Friday, June 27, 2008

Scottish Mysteries: McIlvanney, Mina, Jardine


Dave's the official mystery pro here at Kingdom Books, and I handle the poetry -- but that's only one side of things. I've been reading mysteries for as long as Dave has, and he's far quicker at researching a poet's life than I am. At any rate, things work out well.

I mention this because while Dave cut his eyeteeth on "noir" among mysteries, my early reading was thoroughly British, to the point of knowing various pen names and probably reading (alongside my mother) every John Creasey and Agatha Christie available by, say, 1964. Only recently have I noticed that "British" in those days meant "English" to my mom.

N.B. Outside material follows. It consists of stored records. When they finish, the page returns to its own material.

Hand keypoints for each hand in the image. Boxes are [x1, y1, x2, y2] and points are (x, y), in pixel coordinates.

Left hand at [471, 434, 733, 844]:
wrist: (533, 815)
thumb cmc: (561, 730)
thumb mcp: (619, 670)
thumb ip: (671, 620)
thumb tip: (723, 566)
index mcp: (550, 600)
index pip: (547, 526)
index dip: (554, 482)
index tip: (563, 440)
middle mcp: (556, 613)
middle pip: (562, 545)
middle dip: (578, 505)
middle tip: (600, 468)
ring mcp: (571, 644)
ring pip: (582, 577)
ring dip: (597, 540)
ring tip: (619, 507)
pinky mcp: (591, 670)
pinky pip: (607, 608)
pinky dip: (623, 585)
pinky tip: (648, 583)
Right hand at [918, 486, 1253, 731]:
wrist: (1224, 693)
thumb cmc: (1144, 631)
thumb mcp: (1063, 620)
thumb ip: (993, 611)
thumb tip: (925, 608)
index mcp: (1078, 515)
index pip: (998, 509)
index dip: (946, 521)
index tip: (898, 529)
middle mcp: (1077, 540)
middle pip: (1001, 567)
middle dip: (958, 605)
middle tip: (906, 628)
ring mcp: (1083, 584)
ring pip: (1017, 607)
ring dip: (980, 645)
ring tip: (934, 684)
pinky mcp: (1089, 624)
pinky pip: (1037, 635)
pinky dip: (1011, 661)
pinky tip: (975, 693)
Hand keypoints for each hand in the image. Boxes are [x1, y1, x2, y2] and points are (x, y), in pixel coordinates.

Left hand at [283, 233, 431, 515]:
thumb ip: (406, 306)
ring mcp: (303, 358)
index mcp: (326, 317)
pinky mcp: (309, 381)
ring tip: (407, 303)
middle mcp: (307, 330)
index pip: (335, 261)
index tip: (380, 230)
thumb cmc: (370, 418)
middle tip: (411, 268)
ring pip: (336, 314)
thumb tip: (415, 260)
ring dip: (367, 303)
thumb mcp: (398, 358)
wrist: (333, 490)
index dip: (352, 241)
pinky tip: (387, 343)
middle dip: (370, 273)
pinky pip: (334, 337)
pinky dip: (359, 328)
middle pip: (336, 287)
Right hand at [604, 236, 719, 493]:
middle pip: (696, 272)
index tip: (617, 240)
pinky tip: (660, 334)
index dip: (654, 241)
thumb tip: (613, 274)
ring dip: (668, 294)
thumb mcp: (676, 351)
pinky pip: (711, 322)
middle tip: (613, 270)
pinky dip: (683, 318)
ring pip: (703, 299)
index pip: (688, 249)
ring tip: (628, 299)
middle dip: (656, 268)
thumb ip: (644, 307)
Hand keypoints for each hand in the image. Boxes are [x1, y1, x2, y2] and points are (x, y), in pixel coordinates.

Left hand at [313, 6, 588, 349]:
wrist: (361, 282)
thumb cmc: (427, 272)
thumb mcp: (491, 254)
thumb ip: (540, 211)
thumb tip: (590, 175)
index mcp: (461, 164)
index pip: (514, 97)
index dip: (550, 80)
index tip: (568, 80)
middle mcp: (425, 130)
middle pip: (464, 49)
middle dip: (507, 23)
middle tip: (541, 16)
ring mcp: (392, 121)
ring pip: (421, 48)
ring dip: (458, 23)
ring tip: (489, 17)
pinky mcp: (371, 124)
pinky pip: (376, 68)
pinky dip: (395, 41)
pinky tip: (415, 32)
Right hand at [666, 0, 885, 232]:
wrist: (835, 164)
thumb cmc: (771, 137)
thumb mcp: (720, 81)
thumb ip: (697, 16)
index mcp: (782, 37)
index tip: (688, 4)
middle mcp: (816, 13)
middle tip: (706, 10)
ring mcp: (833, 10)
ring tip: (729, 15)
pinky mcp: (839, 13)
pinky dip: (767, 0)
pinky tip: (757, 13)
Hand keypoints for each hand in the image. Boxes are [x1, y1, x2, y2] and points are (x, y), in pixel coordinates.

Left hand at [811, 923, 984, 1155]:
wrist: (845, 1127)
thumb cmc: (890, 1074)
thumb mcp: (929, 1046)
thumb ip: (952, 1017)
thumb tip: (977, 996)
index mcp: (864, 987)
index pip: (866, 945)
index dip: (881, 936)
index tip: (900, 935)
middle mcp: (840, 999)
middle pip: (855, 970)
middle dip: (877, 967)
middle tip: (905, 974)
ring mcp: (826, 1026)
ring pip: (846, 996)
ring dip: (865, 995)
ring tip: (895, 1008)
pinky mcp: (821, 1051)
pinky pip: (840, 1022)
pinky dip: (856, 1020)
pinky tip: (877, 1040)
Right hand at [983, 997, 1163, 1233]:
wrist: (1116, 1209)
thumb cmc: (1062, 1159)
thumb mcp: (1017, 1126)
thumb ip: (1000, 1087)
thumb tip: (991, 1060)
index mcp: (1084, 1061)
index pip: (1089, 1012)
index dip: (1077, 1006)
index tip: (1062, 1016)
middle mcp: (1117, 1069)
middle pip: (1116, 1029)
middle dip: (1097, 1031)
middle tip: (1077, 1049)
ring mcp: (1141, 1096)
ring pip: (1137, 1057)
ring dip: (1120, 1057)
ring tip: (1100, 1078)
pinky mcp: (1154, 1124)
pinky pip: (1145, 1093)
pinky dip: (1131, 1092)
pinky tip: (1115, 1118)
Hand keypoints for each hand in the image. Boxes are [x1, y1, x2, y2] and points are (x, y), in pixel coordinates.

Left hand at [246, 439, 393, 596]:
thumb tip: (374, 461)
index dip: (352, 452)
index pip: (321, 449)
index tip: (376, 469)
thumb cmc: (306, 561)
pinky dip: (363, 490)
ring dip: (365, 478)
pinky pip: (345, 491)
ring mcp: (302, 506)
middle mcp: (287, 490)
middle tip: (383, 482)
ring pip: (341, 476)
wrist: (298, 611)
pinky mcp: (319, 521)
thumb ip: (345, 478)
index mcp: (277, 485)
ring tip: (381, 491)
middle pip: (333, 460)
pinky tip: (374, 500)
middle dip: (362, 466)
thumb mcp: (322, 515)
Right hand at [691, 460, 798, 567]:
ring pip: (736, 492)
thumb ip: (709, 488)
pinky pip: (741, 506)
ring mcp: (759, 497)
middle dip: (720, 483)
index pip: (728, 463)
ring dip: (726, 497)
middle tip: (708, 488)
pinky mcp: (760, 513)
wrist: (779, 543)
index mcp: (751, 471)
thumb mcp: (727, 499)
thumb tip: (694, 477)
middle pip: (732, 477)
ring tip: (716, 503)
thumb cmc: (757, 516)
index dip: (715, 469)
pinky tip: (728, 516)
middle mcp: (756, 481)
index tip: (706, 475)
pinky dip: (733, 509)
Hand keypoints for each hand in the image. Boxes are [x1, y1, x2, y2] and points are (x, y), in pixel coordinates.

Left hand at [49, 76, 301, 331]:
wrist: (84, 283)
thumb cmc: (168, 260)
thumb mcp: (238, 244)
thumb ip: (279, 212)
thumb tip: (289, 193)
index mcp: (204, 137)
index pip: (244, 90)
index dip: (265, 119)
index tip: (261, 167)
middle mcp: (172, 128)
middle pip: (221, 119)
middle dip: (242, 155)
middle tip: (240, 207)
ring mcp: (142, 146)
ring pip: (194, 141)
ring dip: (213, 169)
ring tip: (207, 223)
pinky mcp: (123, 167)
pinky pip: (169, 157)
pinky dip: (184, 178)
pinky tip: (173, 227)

So the realms of Scottish mysteries are a fresh delight to me.

Some years back, one of our clients woke us up to William McIlvanney's stunning Glasgow series featuring Jack Laidlaw and his mates. McIlvanney is better known in Scotland as a noted poet, but LAIDLAW (1977) won the British Crime Writers Association (SWA) Silver Dagger Award. You can tell the subgenre right away by knowing that Ross McDonald praised the book upon publication. McIlvanney's crime novels are dark, moody, unpredictable, and give a Glasgow version of the depression and darkness of police work that Henning Mankell also paints.

Denise Mina, also of Glasgow, brought out her seventh crime novel this year (2008), titled SLIP OF THE KNIFE in the US, and THE LAST BREATH in the UK (2007). Her ear for dialogue is magical, and the books are gritty, dark, violent, and sometimes shockingly funny. I'll do a full review of one of her books later.

Entirely new to me this month (you know, there are so many mysteries that this could keep on happening...) are the police procedurals of yet another Scottish author, Quintin Jardine. Jardine is from Edinburgh and now also lives in Catalan at times; I've placed one of his photos at the top of this post, but Jardine's self-images on various web sites and in his books are wildly divergent, from grizzled and grim to bright public relations star to the very urbane one here. The characters in his books range over the same wide diversity.

There are two Jardine series. The one I dipped into this week is his longer series, 18 books so far, featuring Deputy Chief Constable (at least, that's his rank in HEAD SHOT, the 2002 volume I started with) Bob Skinner. Bob's a well-respected supervisor with long, deep friendships, and a streak of mellow affection that contrasts with the darker Mina books. SKINNER'S RULES was the first Skinner crime novel, in 1993; this year AFTERSHOCK came into print. Although it wouldn't be a disaster to start in the middle of the series, as I did, the books refer often to events in their predecessors -- so it's probably better to begin with SKINNER'S RULES. Luckily, these are in paperback, which makes it less costly to work from the older volumes forward, and then if you decide you have to own the full hardcover series, they're still around.

Jardine's other series is a first-person set, featuring Oz Blackstone, also a Scot and fond of golf as well as investigation. The first two of these came out under a pen name, Matthew Reid: BLACKSTONE'S PURSUITS (1996) and A COFFIN FOR TWO. A 2004 reprint brought these two together under Jardine's name. Most recent, the ninth in the Blackstone series, is FOR THE DEATH OF ME (2005); number ten is expected soon.

Okay, let me double back to HEAD SHOT, the 2002 Bob Skinner police procedural that I picked up. I suspect this might be the least favorite of all the Skinners for American readers, actually, because a chunk of the action takes place in the US, diluting the "foreign" feel of Jardine's work. Jumping the main character from upstate New York to DC and through a maze of FBI and local jurisdictions just isn't as much fun as following the side plots back in Edinburgh, where Mario McGuire is confronting what it means to be both a rising police officer and heir of an Italian family business. I especially like the notion McGuire promotes, that the Mafia presence in Scotland is a thing of the past. What a wonder to live in a place small enough where that assertion could be true! Still, I'm not quite convinced... and neither are the Scots around Mario and his highly competitive wife. What the US dilution of Bob Skinner's investigation lacks in tang, Mario McGuire's increasingly dangerous situation more than makes up for. And it's clear that Skinner's plans for his department have kicked a lot of this into gear.

I got more and more involved with the book, and when I hit the totally unpredictable ending, I literally gasped. Jardine knows how to put real power into his plots, and his characters can make your heart ache.

Here's one quick snippet, from a phone conversation Bob Skinner is having en route to the big crime scene that's taking him to America, to a tangle that involves his own in-laws there:

He heard a heavy sigh. "Okay, I give in. What's with the 'Play it again, Sam'? What did you mean by that?"

Skinner chuckled, but grimly, without a trace of a smile. "It's my suspicious mind at work; the whole thing made me think of Casablanca, my favourite movie. Remember where Bogart says, 'Of all the gin joints in the world, she had to walk into mine'? Well, my friend, tell me this. Of all the vulnerable lakeside cabins in the great United States of America, why did this guy have to walk into Leo Grace's?"